2018 , Fridgen, Gilbert , Regner, Ferdinand , Schweizer, André , Urbach, Nils

Blockchain is rapidly evolving and there is an increasing interest in the technology in both practice and academia. Recently, a blockchain use case called Initial Coin Offering (ICO) draws a lot of attention. ICO is a novel form of crowdfunding that utilizes blockchain tokens to allow for truly peer-to-peer investments. Although, more than 4.5 billion USD have been invested via ICOs, the phenomenon is poorly understood. Scientific research lacks a structured classification of ICOs to provide further insights into their characteristics.
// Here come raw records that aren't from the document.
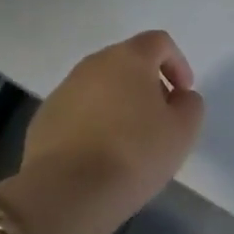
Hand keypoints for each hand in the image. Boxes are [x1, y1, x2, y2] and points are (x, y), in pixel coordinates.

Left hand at [11, 31, 205, 233]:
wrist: (66, 192)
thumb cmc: (134, 153)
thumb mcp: (183, 130)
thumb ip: (190, 104)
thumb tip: (178, 97)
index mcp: (128, 58)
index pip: (159, 42)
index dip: (177, 64)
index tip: (183, 95)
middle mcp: (93, 64)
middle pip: (127, 62)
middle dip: (147, 84)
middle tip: (159, 119)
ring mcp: (64, 90)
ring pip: (101, 86)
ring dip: (119, 104)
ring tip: (129, 142)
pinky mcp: (44, 118)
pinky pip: (79, 111)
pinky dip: (94, 123)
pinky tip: (100, 155)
We bridge this gap by developing a taxonomy based on real-world ICO cases, related literature, and expert interviews. Further, we derive and discuss prevailing ICO archetypes. Our findings contribute to theory development in the field of ICOs by enriching the descriptive knowledge, identifying design options, deriving ICO archetypes, and laying the foundation for further research. Additionally, our research pro-vides several benefits for practitioners. Our proposed taxonomy illustrates that there is no one-size-fits-all model of ICOs and might support the decision-making process of start-ups, investors and regulators. The proposed ICO archetypes indicate how common ICOs are designed and thus might serves as best practices. Finally, our analysis indicates that ICOs represent a valid alter-native to traditional crowdfunding approaches.